## BRIEF
Every line in the entries that holds "main" should be identified and copied.

## RECORDS SUPPLIED
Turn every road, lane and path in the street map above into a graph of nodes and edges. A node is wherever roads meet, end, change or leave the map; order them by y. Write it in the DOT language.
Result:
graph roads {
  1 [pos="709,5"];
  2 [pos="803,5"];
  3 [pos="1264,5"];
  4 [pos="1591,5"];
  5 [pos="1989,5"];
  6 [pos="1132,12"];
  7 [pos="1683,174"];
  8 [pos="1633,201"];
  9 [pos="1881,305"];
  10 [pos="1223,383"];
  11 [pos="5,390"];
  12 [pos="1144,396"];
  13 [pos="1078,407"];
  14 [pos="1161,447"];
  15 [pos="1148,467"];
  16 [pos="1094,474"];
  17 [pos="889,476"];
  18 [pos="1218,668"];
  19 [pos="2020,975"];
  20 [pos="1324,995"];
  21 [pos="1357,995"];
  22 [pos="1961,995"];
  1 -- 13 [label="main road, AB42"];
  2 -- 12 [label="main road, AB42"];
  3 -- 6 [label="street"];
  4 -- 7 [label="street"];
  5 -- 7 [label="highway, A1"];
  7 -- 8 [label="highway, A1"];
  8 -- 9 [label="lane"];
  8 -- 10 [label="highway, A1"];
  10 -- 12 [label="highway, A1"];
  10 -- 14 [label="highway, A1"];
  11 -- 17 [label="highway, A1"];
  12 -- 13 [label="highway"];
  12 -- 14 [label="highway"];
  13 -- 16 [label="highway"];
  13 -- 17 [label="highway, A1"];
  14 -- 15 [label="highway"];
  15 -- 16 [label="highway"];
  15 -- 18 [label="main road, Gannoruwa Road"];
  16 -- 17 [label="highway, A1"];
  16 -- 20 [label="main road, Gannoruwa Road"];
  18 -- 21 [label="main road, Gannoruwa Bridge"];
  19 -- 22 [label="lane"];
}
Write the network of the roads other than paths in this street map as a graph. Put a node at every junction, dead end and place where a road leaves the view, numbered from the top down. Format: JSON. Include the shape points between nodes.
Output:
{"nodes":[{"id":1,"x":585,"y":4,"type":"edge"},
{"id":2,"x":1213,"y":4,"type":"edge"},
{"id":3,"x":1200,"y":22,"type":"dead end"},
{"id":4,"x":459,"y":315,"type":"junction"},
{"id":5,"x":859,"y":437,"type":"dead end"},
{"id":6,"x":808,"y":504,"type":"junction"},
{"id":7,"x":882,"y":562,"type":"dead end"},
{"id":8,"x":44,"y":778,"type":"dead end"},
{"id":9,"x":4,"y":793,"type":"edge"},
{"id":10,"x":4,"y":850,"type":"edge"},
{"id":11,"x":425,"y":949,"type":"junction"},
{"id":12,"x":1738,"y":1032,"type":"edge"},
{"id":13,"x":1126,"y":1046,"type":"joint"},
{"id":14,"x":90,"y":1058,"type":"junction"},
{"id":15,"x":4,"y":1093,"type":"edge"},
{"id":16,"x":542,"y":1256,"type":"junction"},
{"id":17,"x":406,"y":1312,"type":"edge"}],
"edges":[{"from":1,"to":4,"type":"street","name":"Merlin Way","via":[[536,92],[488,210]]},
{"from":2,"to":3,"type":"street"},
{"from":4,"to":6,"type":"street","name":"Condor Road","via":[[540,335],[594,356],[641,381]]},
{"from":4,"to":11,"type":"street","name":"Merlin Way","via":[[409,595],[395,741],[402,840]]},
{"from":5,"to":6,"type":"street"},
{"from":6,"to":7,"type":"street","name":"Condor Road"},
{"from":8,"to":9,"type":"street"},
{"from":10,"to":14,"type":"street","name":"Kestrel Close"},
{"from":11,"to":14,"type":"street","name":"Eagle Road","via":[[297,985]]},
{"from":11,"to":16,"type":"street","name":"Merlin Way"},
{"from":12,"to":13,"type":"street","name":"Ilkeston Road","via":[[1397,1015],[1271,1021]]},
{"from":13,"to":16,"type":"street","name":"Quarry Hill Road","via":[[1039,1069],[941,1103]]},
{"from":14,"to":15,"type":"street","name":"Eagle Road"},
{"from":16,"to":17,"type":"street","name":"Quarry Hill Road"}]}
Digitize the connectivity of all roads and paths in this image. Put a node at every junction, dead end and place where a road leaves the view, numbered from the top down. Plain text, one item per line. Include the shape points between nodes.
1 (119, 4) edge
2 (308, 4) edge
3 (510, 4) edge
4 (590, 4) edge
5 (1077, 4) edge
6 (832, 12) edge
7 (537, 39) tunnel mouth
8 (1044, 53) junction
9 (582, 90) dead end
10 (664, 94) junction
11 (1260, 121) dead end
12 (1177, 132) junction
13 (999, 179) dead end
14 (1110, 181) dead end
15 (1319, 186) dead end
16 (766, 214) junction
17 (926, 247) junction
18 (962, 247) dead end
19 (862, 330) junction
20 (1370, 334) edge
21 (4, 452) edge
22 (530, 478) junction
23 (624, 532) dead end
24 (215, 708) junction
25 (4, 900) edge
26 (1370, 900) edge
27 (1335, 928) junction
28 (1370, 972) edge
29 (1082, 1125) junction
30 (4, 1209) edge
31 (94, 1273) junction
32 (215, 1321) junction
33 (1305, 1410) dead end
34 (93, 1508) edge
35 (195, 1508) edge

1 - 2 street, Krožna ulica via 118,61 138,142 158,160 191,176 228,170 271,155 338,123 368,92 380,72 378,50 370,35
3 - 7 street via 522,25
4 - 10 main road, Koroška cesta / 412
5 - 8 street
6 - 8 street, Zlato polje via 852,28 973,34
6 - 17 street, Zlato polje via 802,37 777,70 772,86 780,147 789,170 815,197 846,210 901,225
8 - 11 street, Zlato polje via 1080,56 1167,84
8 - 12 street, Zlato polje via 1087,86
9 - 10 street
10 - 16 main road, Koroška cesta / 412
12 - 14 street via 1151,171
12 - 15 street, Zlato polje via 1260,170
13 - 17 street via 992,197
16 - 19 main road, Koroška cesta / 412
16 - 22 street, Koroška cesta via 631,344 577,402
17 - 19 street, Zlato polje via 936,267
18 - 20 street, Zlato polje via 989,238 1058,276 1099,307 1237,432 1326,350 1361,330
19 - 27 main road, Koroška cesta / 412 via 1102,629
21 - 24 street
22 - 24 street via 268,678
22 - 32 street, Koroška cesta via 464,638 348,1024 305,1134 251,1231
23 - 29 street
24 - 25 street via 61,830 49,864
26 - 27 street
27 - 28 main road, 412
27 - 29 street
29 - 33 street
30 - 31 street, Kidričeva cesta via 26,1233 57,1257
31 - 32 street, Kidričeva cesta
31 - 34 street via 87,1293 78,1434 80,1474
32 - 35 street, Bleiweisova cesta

## FINISHED TASK
  1 -- 13 [label="main road, AB42"];
  2 -- 12 [label="main road, AB42"];
  15 -- 18 [label="main road, Gannoruwa Road"];
  16 -- 20 [label="main road, Gannoruwa Road"];
  18 -- 21 [label="main road, Gannoruwa Bridge"];
4 - 10 main road, Koroška cesta / 412
10 - 16 main road, Koroška cesta / 412
16 - 19 main road, Koroška cesta / 412
19 - 27 main road, Koroška cesta / 412 via 1102,629
27 - 28 main road, 412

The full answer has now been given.